Data loss prevention policies in SecureLint Enterprise control how sensitive data can flow through the browser:

  • Secret masking policies — Enforce credential masking across all inputs on specific domains or all domains. When masking is policy-enforced, employees cannot disable it from the extension popup.
  • Upload blocking — Prevent files matching specific MIME types or filename patterns from being uploaded to non-approved cloud storage destinations.
  • Clipboard monitoring — Log clipboard events that contain credential patterns (API keys, database connection strings) being pasted into unapproved applications.
  • Meeting Mode enforcement — Enforce Meeting Mode as a mandatory policy. When a video call is detected, credential masking activates automatically and cannot be paused by the employee.

Real-time incident alerts and SIEM integration

Every policy violation, malicious extension detection, phishing page visit, and blocked domain access generates a detection event in the SecureLint admin console. Events include:

  • Employee identity and browser profile
  • The specific threat or policy rule that triggered the event
  • Severity classification (Low / Medium / High / Critical)
  • Whether the threat was blocked automatically or is still active
  • Timestamp and browser context (URL, tab title)

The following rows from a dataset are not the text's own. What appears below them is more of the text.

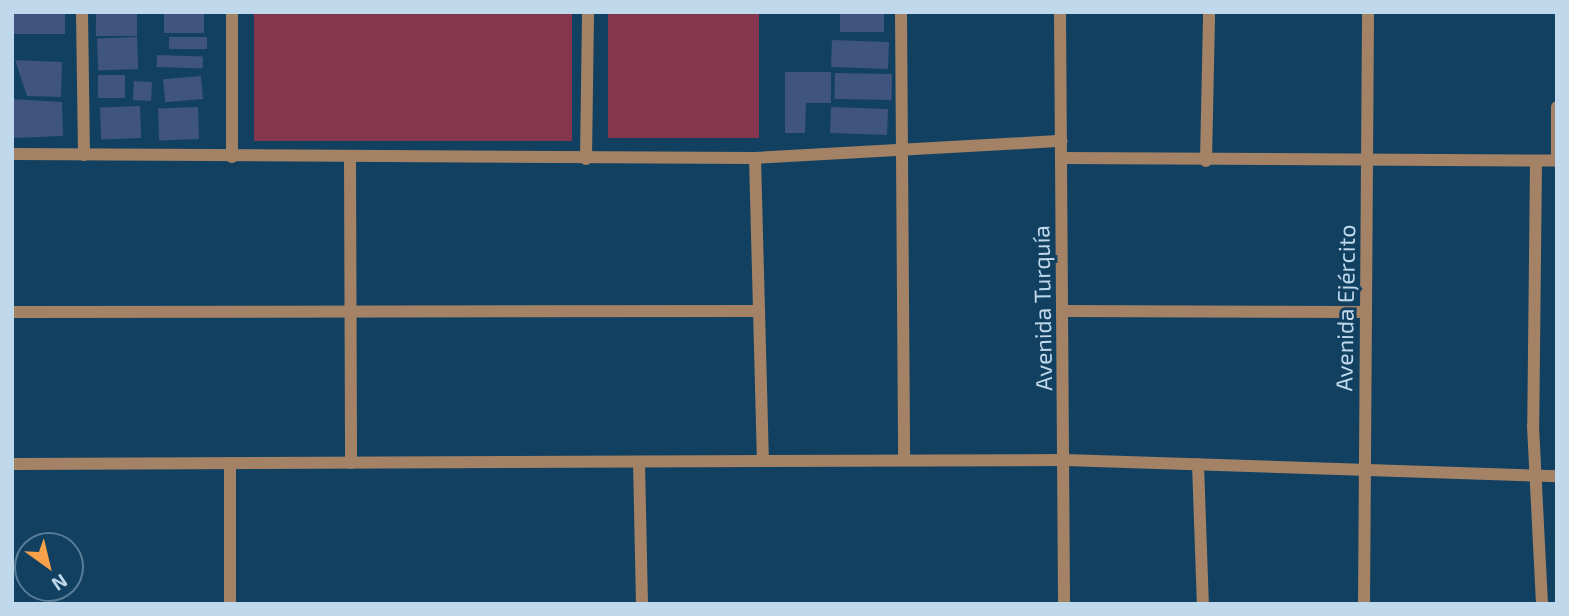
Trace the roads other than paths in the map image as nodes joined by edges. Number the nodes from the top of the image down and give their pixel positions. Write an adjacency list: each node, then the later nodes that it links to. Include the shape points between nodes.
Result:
1 (82, 12): 12 (street)
2 (232, 12): 13 (street)
3 (587, 12): 17 (street)
4 (901, 12): 10 (street)
5 (1060, 12): 9 (street, Avenida Turquía)
6 (1209, 12): 18 (street)
7 (1368, 12): 19 (street, Avenida Ejército)
8 (1557, 107): 21 (street)
9 (1062, 141): 10 (street); 15 (street, Avenida Turquía)
10 (904, 150): 14 (street); 27 (street)
11 (12, 154): 12 (street)
12 (84, 155): 13 (street)
13 (232, 157): 16 (street)
14 (755, 158): 17 (street); 24 (street)
15 (1062, 158): 18 (street); 22 (street, Avenida Turquía)
16 (350, 159): 17 (street); 23 (street)
17 (586, 159)
18 (1206, 161): 19 (street)
19 (1368, 161): 20 (street); 26 (street, Avenida Ejército)
20 (1536, 161): 21 (street); 36 (street)
21 (1557, 161)
22 (1064, 310): 26 (street); 28 (street, Avenida Turquía)
23 (351, 311): 24 (street); 25 (street); 32 (street)
24 (759, 311): 29 (street)
25 (12, 312)
26 (1365, 312): 35 (street, Avenida Ejército)
27 (904, 460): 28 (street); 29 (street)
28 (1065, 460): 34 (street); 40 (street, Avenida Turquía)
29 (764, 461): 30 (street)
30 (639, 462): 32 (street); 39 (street)
31 (230, 463): 32 (street); 33 (street); 38 (street)
32 (351, 463)
33 (12, 464)
34 (1198, 464): 35 (street); 41 (street)
35 (1363, 469): 36 (street); 42 (street, Avenida Ejército)
36 (1536, 475): 37 (street); 43 (street)
37 (1557, 476)
38 (230, 604)
39 (642, 604)
40 (1064, 604)
41 (1203, 604)
42 (1364, 604)
43 (1542, 604)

SecureLint integrates with your existing security stack via:

  • Webhooks — POST detection events to any SIEM, SOAR, or ticketing system in real time. Supports custom headers for authentication.
  • REST API — Query detection events, policy status, and extension inventory programmatically. Supports filtering by severity, employee, date range, and event type.
  • Native integrations — Pre-built connectors for Splunk, Datadog, Elastic SIEM, and PagerDuty.

Deploying SecureLint Enterprise to your team

  • Create a SecureLint Enterprise account at securelint.in and invite your IT team to the admin console.
  • Deploy the SecureLint Chrome extension to your fleet via Chrome Web Store managed deployment, or distribute the extension ID through your existing MDM or Chrome Enterprise configuration.
  • Start in Audit mode — no policies are enforced but all browser activity is inventoried and logged for 30 days.
  • Review the extension inventory and detection events from the audit period. Identify which extensions to allow or block, and which domains are being visited that represent risk.
  • Enable your first policies: known-malicious extension auto-block, phishing category domain block, and Meeting Mode enforcement.
  • Connect your SIEM via webhook and configure alert routing for High and Critical severity events.

Frequently asked questions

Does SecureLint Enterprise require an endpoint agent or MDM?

No. Policies are enforced through the SecureLint Chrome extension. No separate endpoint agent, MDM profile, or VPN is required. Policies take effect the next time the extension syncs — typically within 60 seconds of being saved in the admin console.

Can SecureLint block specific websites for all employees?

Yes. Admins can define exact domain matches, wildcard patterns, and category-based rules (phishing, malware, brand impersonation) in the SecureLint Enterprise console. Blocked navigations are intercepted before the page loads and logged with full employee and context details.

How does SecureLint generate security incident alerts?

Detection events are generated for every policy violation and threat detection. Events are visible in the SecureLint admin console and can be forwarded to your SIEM or SOAR via webhook or REST API with severity classification, employee identity, and full context.